The next day, the pigtail drain was removed and the patient was discharged after completing her course of antibiotics (metronidazole 500 mg and cefepime 1000 mg).


IUD insertion procedures are the most common causes of uterine perforation [2]. Recent studies have indicated that nearly half of cases were not recognized until more than a year after insertion [2]. There are two basic forms of IUDs: IUDs containing copper and IUDs containing levonorgestrel (Mirena) [5]. Copper-containing IUDs act primarily as spermicidal agents; this mode of action is mediated by local inflammatory responses of the uterus to the IUD as a foreign body [6]. Uterine perforation occurs with a frequency rate between 0.4 and 1.6 per 1000 insertions [4]. Postulated mechanism of uterine perforation could be due to either primary penetration or subsequent inflammation [4,7]. Although copper-containing IUDs work by inducing inflammation, a large cohort study showed that there were no significant differences in uterine perforation rates of copper and levonorgestrel IUDs. [8]. Identified risk factors for uterine perforation were breastfeeding, postpartum IUD insertion, uterine malformation, and IUD insertion by less experienced clinicians; however, the precise cause of uterine perforation has not yet been established [4,8].

Symptoms of uterine perforation vary depending on the location of the IUD [3]. Perforation of the IUD in the intestinal structures can cause a triad of abdominal pain, fever and diarrhea [4]. However, 85% of cases reported in the literature were asymptomatic [3].

The sign leading to suspect the absence of an IUD is the absence of IUD threads [4]. This justifies the need for further investigation to locate the IUD, and initial localization by ultrasound is preferred [4]. Ectopic localized IUDs require additional types of imaging for detection [4,9]. In addition, since the IUD is radiopaque, the abdominopelvic X-ray can locate the extra-uterine IUDs and diagnose the expulsion of the IUD. [9]. The most accurate methods of IUD localization are computed tomography and magnetic resonance imaging (MRI), as they also assess the presence of intra-abdominal complications, such as visceral perforation, abscess formation, and occlusion intestinal. [9].
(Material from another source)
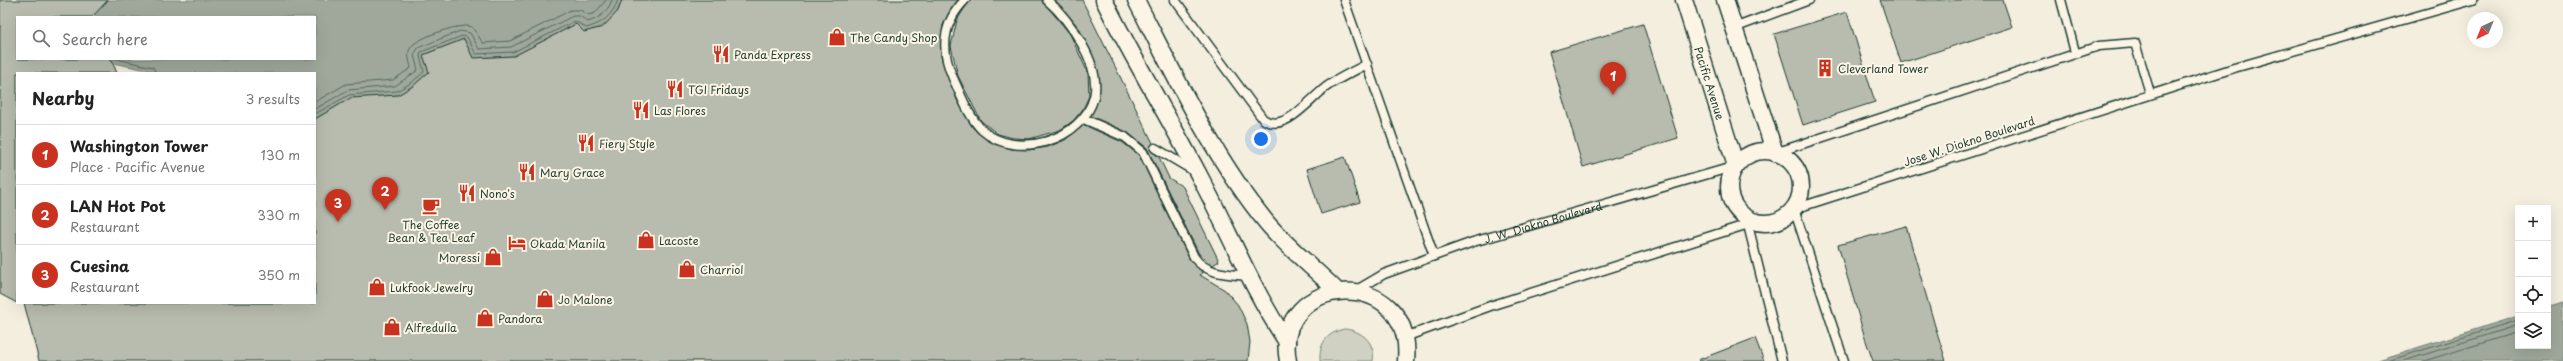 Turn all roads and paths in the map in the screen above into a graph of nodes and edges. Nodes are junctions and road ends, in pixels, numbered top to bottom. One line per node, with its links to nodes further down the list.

Minimally invasive methods are recommended to remove migrated IUDs depending on their location [3]. For intra-abdominal IUDs, the preferred treatment is laparoscopic removal; however, in some cases, especially when an IUD has perforated the bowel, an open laparotomy is indicated [8,10]. A review by Gill et al. [10] showed that in the event of perforation of the small intestine or the large intestine, 13 cases out of 19 (68%) were treated by immediate passage to laparotomy; adhesions were the main reasons for laparotomies. In 2014, Rahnemai-Azar et al. [11] reported the successful retrieval of an IUD from the small intestine by laparoscopy. They attributed their success to the ability of the surgeon and the wound shield retraction device, which provided good visualization.

In this case, pregnancy was initially ruled out and imaging led to the diagnosis of IUD migration. However, CT and MRI were not performed due to a lack of concerning symptoms. The operation was started laparoscopically, but the IUD was not located. Following the thread, the IUD was found embedded in the terminal ileum. Therefore, the operation was converted to an open laparotomy for bowel resection and anastomosis.


After only a year had passed since the IUD was inserted without complications by a senior gynecologist, it was found embedded in the terminal ileum, despite a pelvic transvaginal ultrasound showing its location in the right appendix. . In addition, the inexperience of the on-call surgeon led the surgery from laparoscopy to laparotomy with bowel resection and anastomosis. In addition, the patient was readmitted several times because of this event. This case highlights the possibility of complications whether a physician is a senior gynecologist or a junior resident. It also emphasizes the importance of a thorough investigation of a missing IUD to avoid more serious complications. Finally, migration of the IUD and perforation of adjacent structures should always be mentioned when counseling the patient.